Tuesday: Meghan is at church camp, so the boys and I are doing our thing and trotting along oh-so-merrily. I take them with me to the gym on Tuesday morning, then we come home, fix lunch, and I head for the showers. The boys are contentedly eating and playing together. When I step out of the shower, I notice the creepy silence – never a good sign when two little boys are temporarily unsupervised.
I walk out in my bathrobe, turban towel around my wet head, and find Griffin in the office playing on the computer. No Nathan.
Call for Nathan upstairs. No answer.
“I saw him by the front door.”
Front door has been unlocked. I step outside, scan up and down the street. There is not a soul in sight.
I run back inside, throw on some clothes and a pair of flip flops, then go back outside. I’m calling for him, I’m looking around – still no sign of him.
Now I’m starting to panic.
My neighbor’s garage door is open. Trying to think like a four year old boy, I guess that maybe he went over there to play. I ring her doorbell, ask if she has seen him – no, but she’ll send her daughter on her bike to help us look, and she’ll check their backyard – there is a pool in their backyard. My mind can’t go there.
Griffin and I run back into our house, look under all the beds, still calling for him. Still no answer. I grab my car keys, and we start driving around the neighborhood. No sign of him.
God, where is he? Where did he go?
The fact that I have just started reading The Shack does not escape me. I have procrastinated starting this book because I feared my runaway imagination and the inevitable nightmares that would come from reading about a child abduction and murder.

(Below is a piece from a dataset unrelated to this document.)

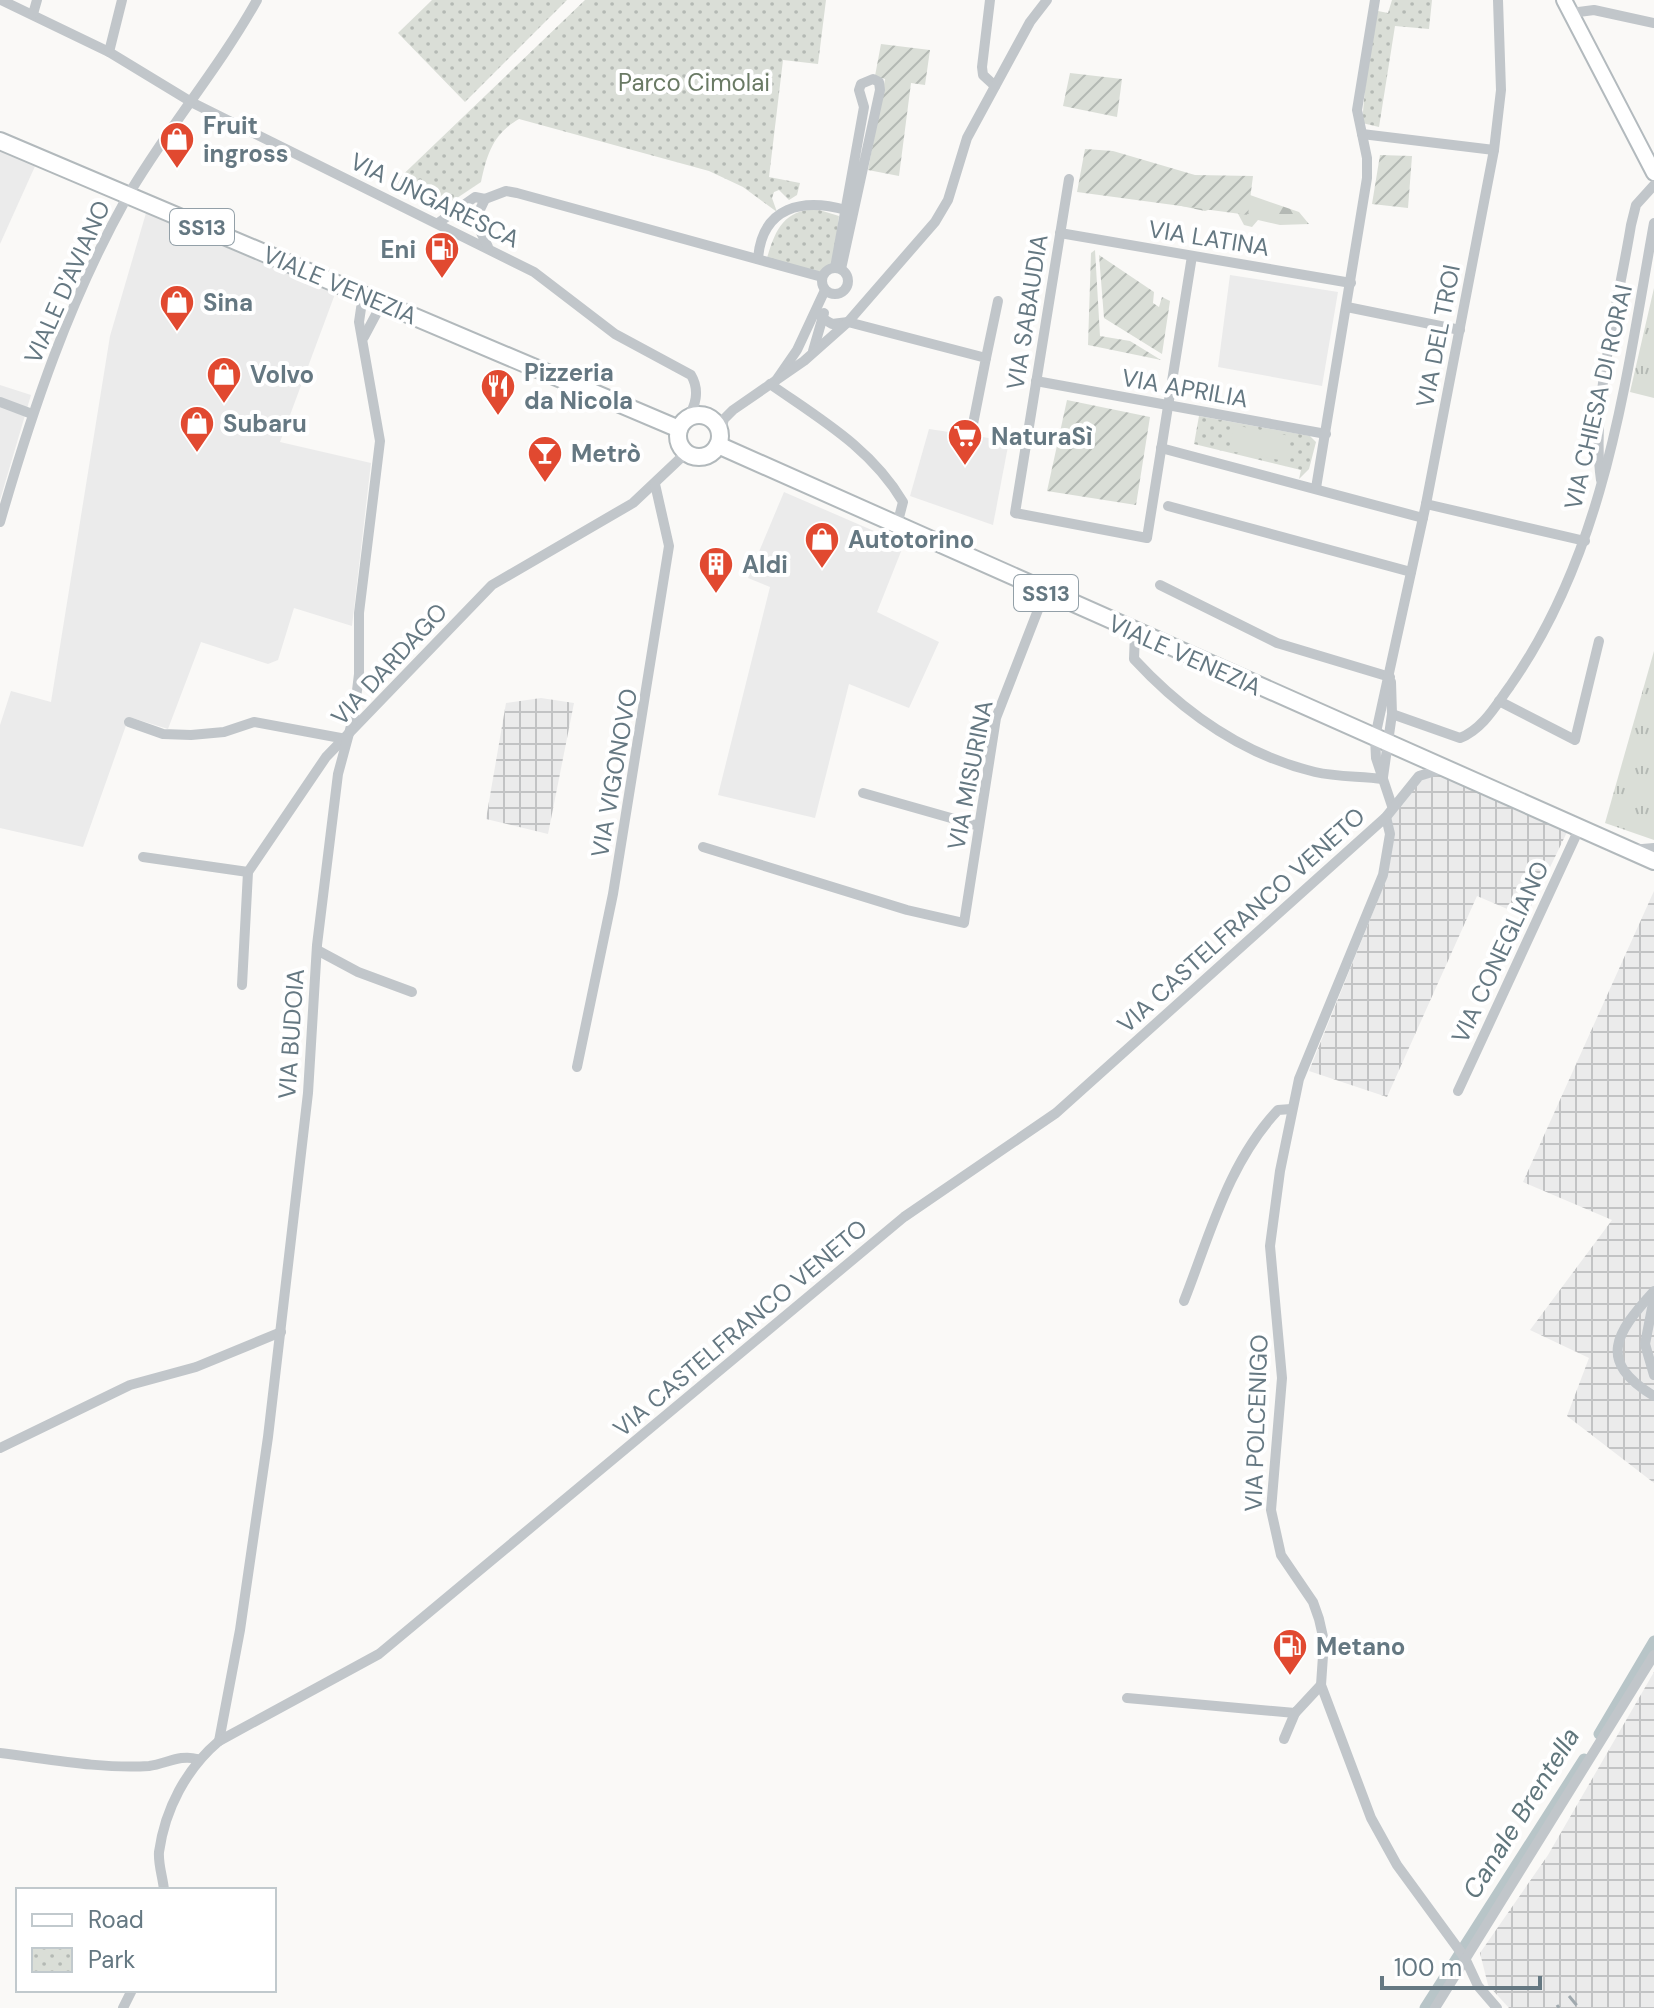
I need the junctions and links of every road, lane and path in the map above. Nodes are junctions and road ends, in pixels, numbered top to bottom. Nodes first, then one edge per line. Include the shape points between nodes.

I also think about the parables of the lost sheep and the lost coin. I think the analogy breaks down in my panic. God knows where my son is, and I do not.
We drive up and down the street, then drive around the block. How far could a four year old go in just a few minutes?
As I turn the corner back to our house, I see my neighbor and her daughter on their bikes…and Nathan. Sweaty, barefoot – but safe.
I want to hug him. And kill him.
Turns out that he and Griffin were having some kind of conversation over lunch about Griffin going to another country. Later when Griffin was playing on the computer, Nathan couldn’t find him and decided to go looking for him.
Nathan got a huge, very stern talking-to that day about going outside without a grown-up, about how much I love him and want to keep him safe, about bad people who want to hurt little boys and take them away from their families. He spent most of the afternoon in his room. Aaargh.
It took me a good 24 hours to come down from those 15 minutes of horror. Just in time for the next drama.
Thursday morning: Meghan is back from camp, Nathan is wearing a shock collar (not really), and life is returning to normal. Laundry, chores, cleaning up around the house. I go to the gym again that morning, come home and take a shower, get all cute and pretty-fied. I step out into the family room with all my cuteness…and the carpet is soaking, sopping, drenching wet.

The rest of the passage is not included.